(Dataset entries)
________________________

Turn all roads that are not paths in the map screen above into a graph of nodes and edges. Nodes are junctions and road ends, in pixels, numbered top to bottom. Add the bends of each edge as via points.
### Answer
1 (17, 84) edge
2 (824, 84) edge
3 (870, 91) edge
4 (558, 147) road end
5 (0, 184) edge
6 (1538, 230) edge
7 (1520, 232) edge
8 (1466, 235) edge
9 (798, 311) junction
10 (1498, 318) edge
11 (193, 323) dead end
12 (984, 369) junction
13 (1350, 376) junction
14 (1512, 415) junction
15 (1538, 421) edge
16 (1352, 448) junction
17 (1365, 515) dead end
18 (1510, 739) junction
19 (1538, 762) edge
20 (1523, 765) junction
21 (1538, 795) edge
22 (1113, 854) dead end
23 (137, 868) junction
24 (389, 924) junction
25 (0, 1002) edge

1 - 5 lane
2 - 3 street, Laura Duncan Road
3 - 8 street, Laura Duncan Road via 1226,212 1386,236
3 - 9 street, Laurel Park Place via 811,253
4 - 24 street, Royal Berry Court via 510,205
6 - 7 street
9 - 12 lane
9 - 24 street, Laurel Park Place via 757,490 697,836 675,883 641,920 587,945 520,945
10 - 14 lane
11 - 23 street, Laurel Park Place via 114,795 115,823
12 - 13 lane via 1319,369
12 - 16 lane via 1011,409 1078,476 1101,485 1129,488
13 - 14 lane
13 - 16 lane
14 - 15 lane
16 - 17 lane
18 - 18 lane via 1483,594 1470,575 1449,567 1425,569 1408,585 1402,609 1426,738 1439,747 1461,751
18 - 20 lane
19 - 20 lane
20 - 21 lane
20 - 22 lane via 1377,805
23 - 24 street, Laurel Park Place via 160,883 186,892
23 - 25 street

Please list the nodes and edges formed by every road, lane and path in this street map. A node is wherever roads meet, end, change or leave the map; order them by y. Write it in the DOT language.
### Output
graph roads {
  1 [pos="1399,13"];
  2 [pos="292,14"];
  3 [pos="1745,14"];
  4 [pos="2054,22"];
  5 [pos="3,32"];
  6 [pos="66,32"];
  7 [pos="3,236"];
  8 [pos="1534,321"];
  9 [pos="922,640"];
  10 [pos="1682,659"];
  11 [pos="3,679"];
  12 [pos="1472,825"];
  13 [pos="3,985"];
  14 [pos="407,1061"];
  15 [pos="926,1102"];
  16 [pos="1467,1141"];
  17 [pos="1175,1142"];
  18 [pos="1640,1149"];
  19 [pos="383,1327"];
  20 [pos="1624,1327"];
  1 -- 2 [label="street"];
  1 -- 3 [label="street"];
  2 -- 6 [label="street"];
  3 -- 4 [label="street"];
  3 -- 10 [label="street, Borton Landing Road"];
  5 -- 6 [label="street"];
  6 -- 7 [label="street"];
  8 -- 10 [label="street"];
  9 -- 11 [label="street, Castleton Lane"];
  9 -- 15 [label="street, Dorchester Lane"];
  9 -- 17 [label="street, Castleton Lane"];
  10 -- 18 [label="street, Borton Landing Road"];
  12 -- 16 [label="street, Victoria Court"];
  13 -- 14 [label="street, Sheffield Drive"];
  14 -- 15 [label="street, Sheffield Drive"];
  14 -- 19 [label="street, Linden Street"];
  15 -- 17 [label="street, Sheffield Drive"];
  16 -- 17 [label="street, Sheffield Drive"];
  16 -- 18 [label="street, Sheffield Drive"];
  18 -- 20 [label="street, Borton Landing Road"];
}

________________________

**What you need to do:**
Copy out the entries above again, keeping them exact.

**Solution for this problem:**
Turn all roads that are not paths in the map screen above into a graph of nodes and edges. Nodes are junctions and road ends, in pixels, numbered top to bottom. Add the bends of each edge as via points.
### Answer
1 (17, 84) edge
2 (824, 84) edge
3 (870, 91) edge
4 (558, 147) road end
5 (0, 184) edge
6 (1538, 230) edge
7 (1520, 232) edge
8 (1466, 235) edge
9 (798, 311) junction
10 (1498, 318) edge
11 (193, 323) dead end
12 (984, 369) junction
13 (1350, 376) junction
14 (1512, 415) junction
15 (1538, 421) edge
16 (1352, 448) junction
17 (1365, 515) dead end
18 (1510, 739) junction
19 (1538, 762) edge
20 (1523, 765) junction
21 (1538, 795) edge
22 (1113, 854) dead end
23 (137, 868) junction
24 (389, 924) junction
25 (0, 1002) edge

1 - 5 lane
2 - 3 street, Laura Duncan Road
3 - 8 street, Laura Duncan Road via 1226,212 1386,236
3 - 9 street, Laurel Park Place via 811,253
4 - 24 street, Royal Berry Court via 510,205
6 - 7 street
9 - 12 lane
9 - 24 street, Laurel Park Place via 757,490 697,836 675,883 641,920 587,945 520,945
10 - 14 lane
11 - 23 street, Laurel Park Place via 114,795 115,823
12 - 13 lane via 1319,369
12 - 16 lane via 1011,409 1078,476 1101,485 1129,488
13 - 14 lane
13 - 16 lane
14 - 15 lane
16 - 17 lane
18 - 18 lane via 1483,594 1470,575 1449,567 1425,569 1408,585 1402,609 1426,738 1439,747 1461,751
18 - 20 lane
19 - 20 lane
20 - 21 lane
20 - 22 lane via 1377,805
23 - 24 street, Laurel Park Place via 160,883 186,892
23 - 25 street

Please list the nodes and edges formed by every road, lane and path in this street map. A node is wherever roads meet, end, change or leave the map; order them by y. Write it in the DOT language.
### Output
graph roads {
  1 [pos="1399,13"];
  2 [pos="292,14"];
  3 [pos="1745,14"];
  4 [pos="2054,22"];
  5 [pos="3,32"];
  6 [pos="66,32"];
  7 [pos="3,236"];
  8 [pos="1534,321"];
  9 [pos="922,640"];
  10 [pos="1682,659"];
  11 [pos="3,679"];
  12 [pos="1472,825"];
  13 [pos="3,985"];
  14 [pos="407,1061"];
  15 [pos="926,1102"];
  16 [pos="1467,1141"];
  17 [pos="1175,1142"];
  18 [pos="1640,1149"];
  19 [pos="383,1327"];
  20 [pos="1624,1327"];
  1 -- 2 [label="street"];
  1 -- 3 [label="street"];
  2 -- 6 [label="street"];
  3 -- 4 [label="street"];
  3 -- 10 [label="street, Borton Landing Road"];
  5 -- 6 [label="street"];
  6 -- 7 [label="street"];
  8 -- 10 [label="street"];
  9 -- 11 [label="street, Castleton Lane"];
  9 -- 15 [label="street, Dorchester Lane"];
  9 -- 17 [label="street, Castleton Lane"];
  10 -- 18 [label="street, Borton Landing Road"];
  12 -- 16 [label="street, Victoria Court"];
  13 -- 14 [label="street, Sheffield Drive"];
  14 -- 15 [label="street, Sheffield Drive"];
  14 -- 19 [label="street, Linden Street"];
  15 -- 17 [label="street, Sheffield Drive"];
  16 -- 17 [label="street, Sheffield Drive"];
  16 -- 18 [label="street, Sheffield Drive"];
  18 -- 20 [label="street, Borton Landing Road"];
}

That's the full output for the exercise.